Aerosol optical thickness (τaer) is a fundamental parameter for analyzing aerosol loading and associated radiative effects. The τaer can constrain many inversion algorithms using passive/active sensor measurements to retrieve other aerosol properties and/or the abundance of trace gases. In the next wave of spectroradiometric observations from geostationary platforms, we envision that a strategically distributed network of robust, well-calibrated ground-based spectroradiometers will comprehensively complement spaceborne measurements in spectral and temporal domains. Spectral τaer can be accurately obtained from direct-Sun measurements based on the Langley calibration method, which allows for the analysis of distinct spectral features of the calibration results. In this study, we present a spectral τaer retrieval algorithm for an in-house developed, field deployable spectroradiometer instrument covering wavelengths from ultraviolet to near-infrared (UV-Vis-NIR). The spectral total optical thickness obtained from the Langley calibration method is partitioned into molecular and particulate components by utilizing a least squares method. The resulting high temporal-resolution τaer and Ångström Exponent can be used effectively for cloud screening.

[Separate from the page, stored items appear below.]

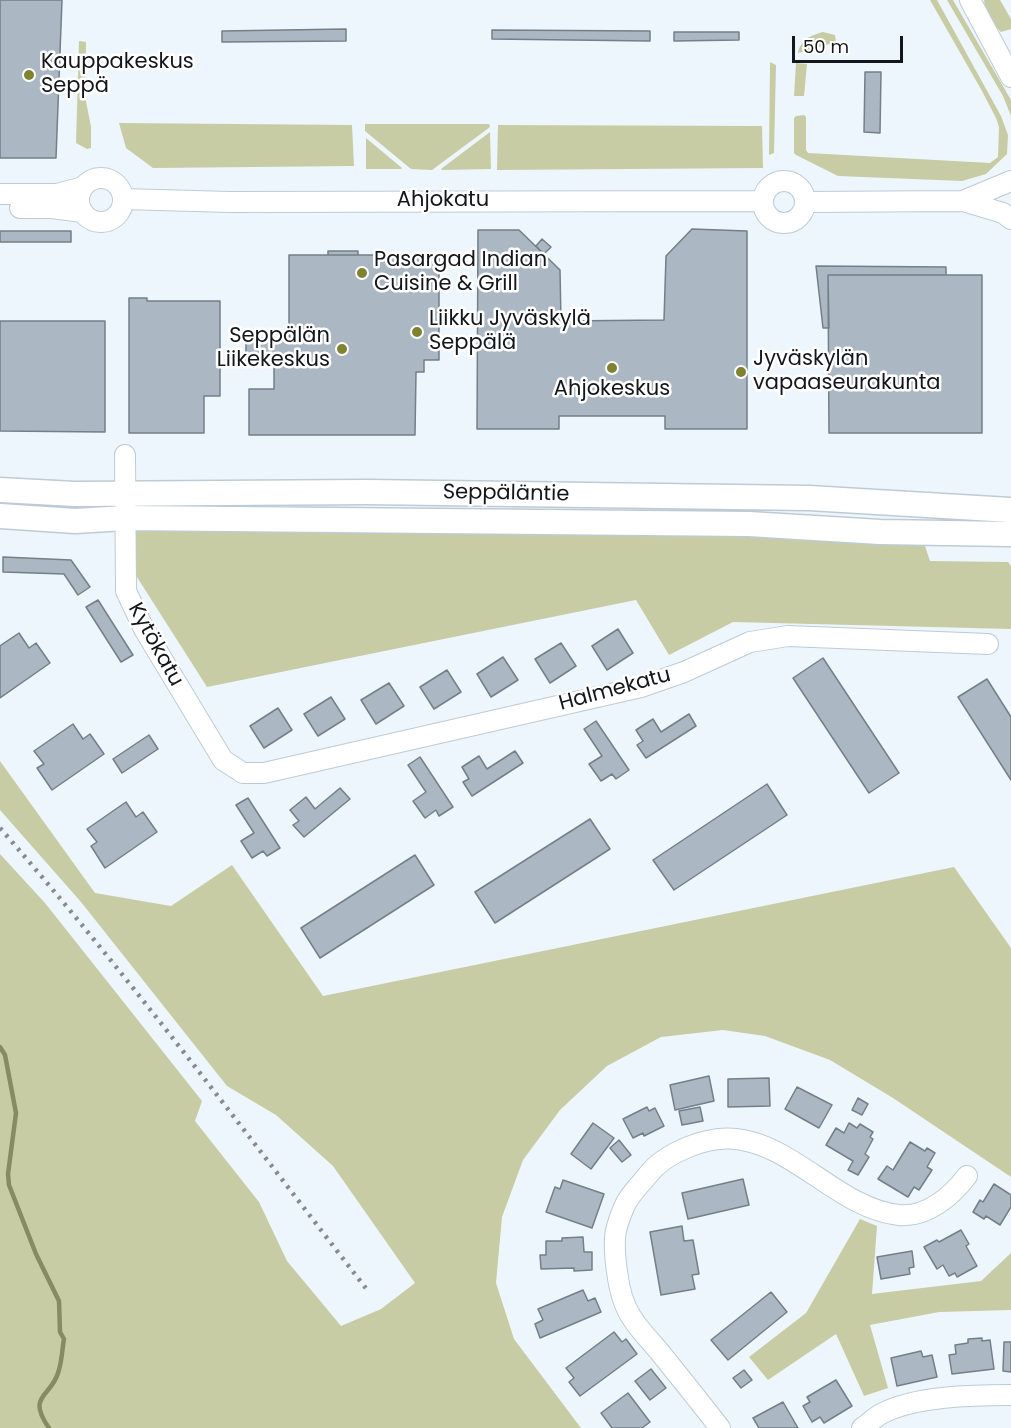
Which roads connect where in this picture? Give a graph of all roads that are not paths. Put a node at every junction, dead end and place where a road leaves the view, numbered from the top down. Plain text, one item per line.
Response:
1 (970, 0) edge
2 (1011, 77) edge
3 (1011, 181) edge
4 (83, 188) junction
5 (1011, 192) edge
6 (0, 194) edge
7 (123, 199) junction
8 (763, 201) junction
9 (963, 201) junction
10 (806, 202) junction
11 (0, 208) edge
12 (1011, 211) edge
13 (83, 212) junction
14 (1011, 219) edge
15 (125, 455) dead end
16 (0, 490) edge
17 (125, 494) junction
18 (1011, 510) edge
19 (0, 516) edge
20 (126, 519) junction
21 (1011, 534) edge
22 (988, 644) dead end
23 (243, 773) joint
24 (967, 1176) dead end
25 (1011, 1395) edge
26 (720, 1428) edge
27 (862, 1428) edge

1 - 2 street
3 - 9 street
4 - 6 street
4 - 7 street
4 - 13 street
5 - 12 street
7 - 8 street, Ahjokatu
7 - 13 street
8 - 10 street
8 - 10 street
9 - 10 street
9 - 14 street
11 - 13 street
15 - 17 street, Kytökatu
16 - 17 main road, Seppäläntie
17 - 18 main road, Seppäläntie
17 - 20 street, Kytökatu
19 - 20 main road, Seppäläntie
20 - 21 main road, Seppäläntie
20 - 23 street, Kytökatu
22 - 23 street, Halmekatu
24 - 26 street
25 - 27 street

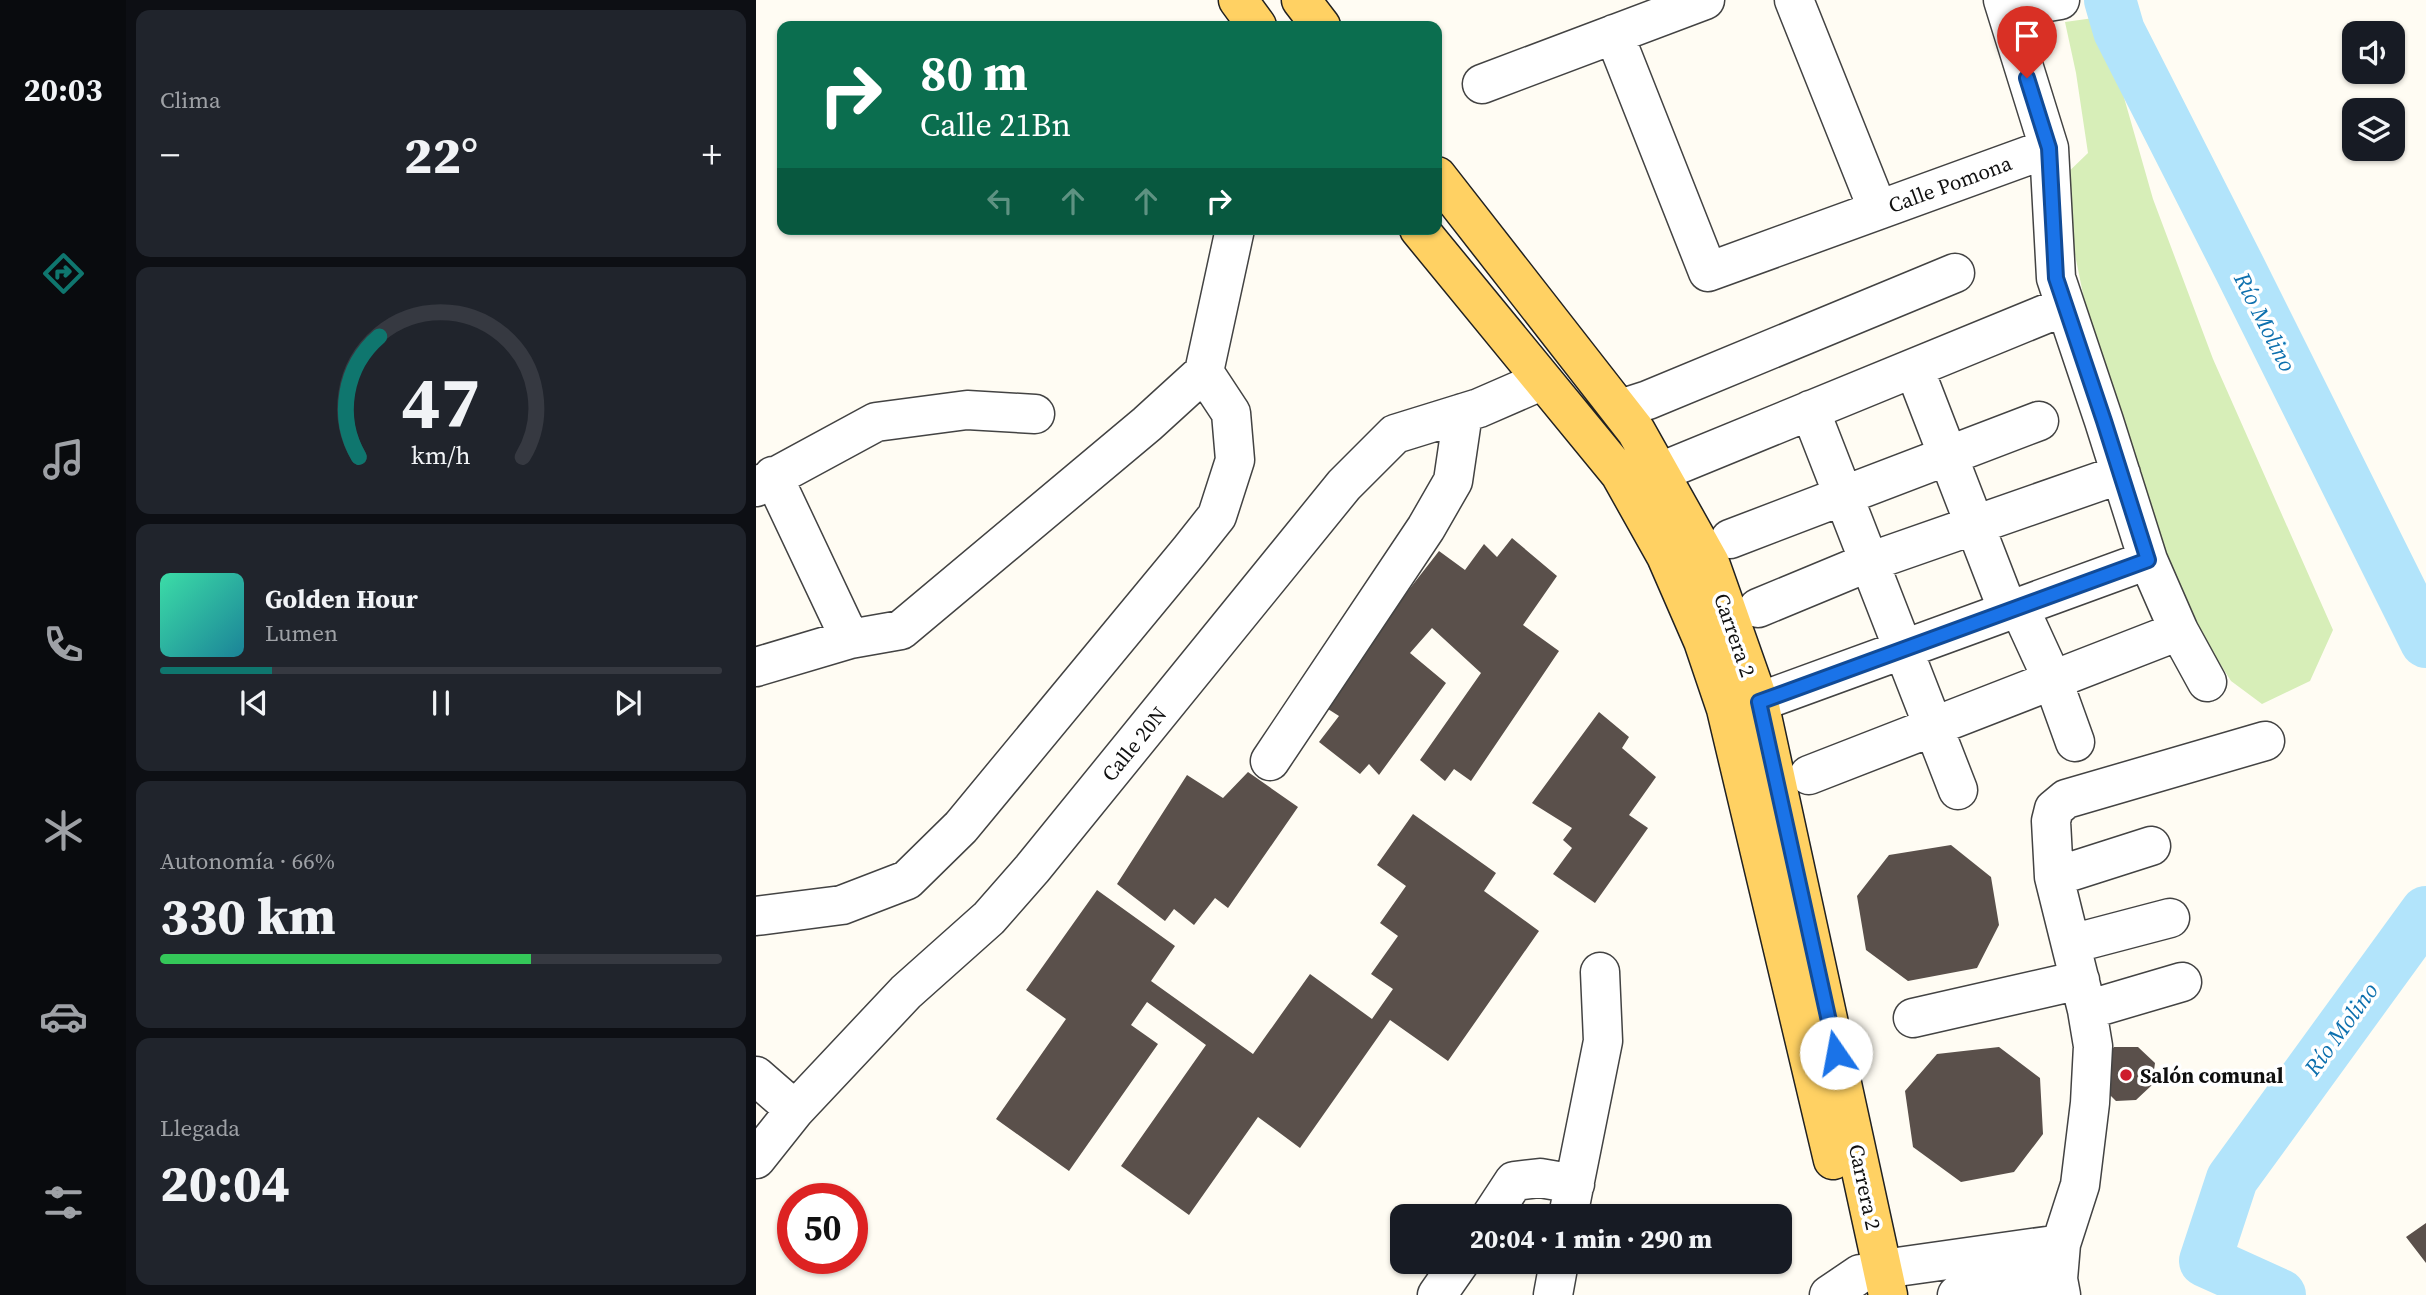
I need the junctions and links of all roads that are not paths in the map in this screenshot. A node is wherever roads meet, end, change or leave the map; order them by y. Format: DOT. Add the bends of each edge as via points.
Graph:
graph roads {
  1 [pos="1238,0"];
  2 [pos="1301,0"];
  3 [pos="1705,0"];
  4 [pos="1794,0"];
  5 [pos="2058,0"];
  6 [pos="2004,4"];
  7 [pos="1253,21"];
  8 [pos="1317,21"];
  9 [pos="1614,34"];
  10 [pos="1482,84"];
  11 [pos="2049,148"];
  12 [pos="1442,182"];
  13 [pos="1878,210"];
  14 [pos="1234,235"];
  15 [pos="1424,235"];
  16 [pos="1955,273"];
  17 [pos="2065,306"];
  18 [pos="1914,368"];
  19 [pos="1205,372"];
  20 [pos="1541,380"];
  21 [pos="1620,409"];
  22 [pos="1810,410"];
  23 [pos="1463,413"];
  24 [pos="1035,414"];
  25 [pos="2039,421"];
  26 [pos="1948,456"];
  27 [pos="1660,472"];
  28 [pos="2121,474"];
  29 [pos="765,482"];
  30 [pos="1843,497"];
  31 [pos="1975,525"];
  32 [pos="1730,538"];
  33 [pos="2148,560"];
  34 [pos="1869,562"];
  35 [pos="1758,608"];
  36 [pos="2013,609"];
  37 [pos="2179,632"];
  38 [pos="850,639"];
  39 [pos="1903,649"];
  40 [pos="756,667"];
  41 [pos="2053,681"];
  42 [pos="2207,682"];
  43 [pos="1759,702"];
  44 [pos="1933,727"];
  45 [pos="2265,741"];
  46 [pos="2075,742"];
  47 [pos="1270,761"];
  48 [pos="1809,775"];
  49 [pos="1958,790"];
  50 [pos="2151,846"];
  51 [pos="2054,877"];
  52 [pos="756,916"];
  53 [pos="2170,918"];
  54 [pos="1600,972"];
  55 [pos="2079,978"];
  56 [pos="2182,982"];
  57 [pos="1913,1017"];
  58 [pos="756,1076"];
  59 [pos="795,1110"];
  60 [pos="756,1158"];
  61 [pos="1572,1200"];
  62 [pos="1498,1204"];
  63 [pos="2060,1273"];
  64 [pos="1452,1274"];
  65 [pos="1557,1274"];
  66 [pos="1865,1286"];
  67 [pos="1437,1295"];
  68 [pos="1553,1295"];
  69 [pos="1956,1295"];
  1 -- 7 [label="main road"];
  2 -- 8 [label="main road"];
  3 -- 9 [label="street"];
  4 -- 13 [label="street, Calle Pomona"];
  5 -- 6 [label="street"];
  6 -- 11 [label="street"];
  9 -- 10 [label="street"];
  9 -- 13 [label="street" via="1708,272"];
  11 -- 13 [label="street, Calle Pomona"];
  11 -- 17 [label="street" via="2056,278"];
  12 -- 21 [label="main road, Carrera 2"];
  14 -- 19 [label="street"];
  15 -- 20 [label="main road, Carrera 2"];
  16 -- 21 [label="street"];
  17 -- 18 [label="street"];
  17 -- 28 [label="street"];
  18 -- 22 [label="street"];
  18 -- 26 [label="street"];
  19 -- 38 [label="street" via="901,631"];
  19 -- 52 [label="street" via="1231,413 1235,460 1217,516 1197,542 961,827 907,880 842,905"];
  20 -- 23 [label="street, Calle 20N"];
  20 -- 66 [label="main road, Carrera 2" via="1620,474 1667,556 1703,641 1726,709"];
  21 -- 27 [label="main road, Carrera 2"];
  22 -- 27 [label="street"];
  22 -- 30 [label="street"];
  23 -- 47 [label="street" via="1453,481"];
  23 -- 59 [label="street, Calle 20N" via="1395,434 1344,485 989,918 906,992"];
  24 -- 29 [label="street" via="967,410 876,422"];
  25 -- 26 [label="street"];
  26 -- 30 [label="street"];
  26 -- 31 [label="street"];
  27 -- 43 [label="main road, Carrera 2" via="1710,563"];
  28 -- 31 [label="street"];
  28 -- 33 [label="street"];
  29 -- 38 [label="street"];
  30 -- 32 [label="street"];
  30 -- 34 [label="street"];
  31 -- 34 [label="street"];
  31 -- 36 [label="street"];
  33 -- 36 [label="street"];
  33 -- 37 [label="street"];
  34 -- 35 [label="street"];
  34 -- 39 [label="street"];
  36 -- 39 [label="street"];
  36 -- 41 [label="street"];
  37 -- 41 [label="street"];
  37 -- 42 [label="street"];
  38 -- 40 [label="street"];
  39 -- 43 [label="street"];
  39 -- 44 [label="street"];
  41 -- 44 [label="street"];
  41 -- 46 [label="street"];
  43 -- 66 [label="main road, Carrera 2"];
  44 -- 48 [label="street"];
  44 -- 49 [label="street"];
  45 -- 51 [label="street" via="2066,799 2054,809 2051,821"];
  50 -- 51 [label="street"];
  51 -- 55 [label="street"];
  53 -- 55 [label="street"];
  54 -- 61 [label="street" via="1603,1041"];
  55 -- 56 [label="street"];
  55 -- 57 [label="street"];
  55 -- 63 [label="street" via="2093,1046 2090,1103 2080,1185"];
  58 -- 59 [label="street"];
  59 -- 60 [label="street, Calle 20N"];
  61 -- 62 [label="street" via="1540,1178 1514,1181"];
  63 -- 66 [label="street"];
  63 -- 69 [label="street"];
  64 -- 67 [label="street"];
  65 -- 68 [label="street"];
}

The new algorithm was applied to month-long measurements acquired from the rooftop at National Aeronautics and Space Administration Goddard Space Flight Center’s Building 33. The retrieved τaer demonstrated excellent agreement with those from well-calibrated Aerosol Robotic Network Sun photometers at all overlapping wavelengths (correlation coefficients higher than 0.98). In addition, empirical stray light corrections considerably improved τaer retrievals at short wavelengths in the UV. The continuous spectrum of τaer from UV-Vis-NIR spectroradiometers is expected to provide more informative constraints for retrieval of additional aerosol properties such as refractive indices, size, and bulk vertical distribution.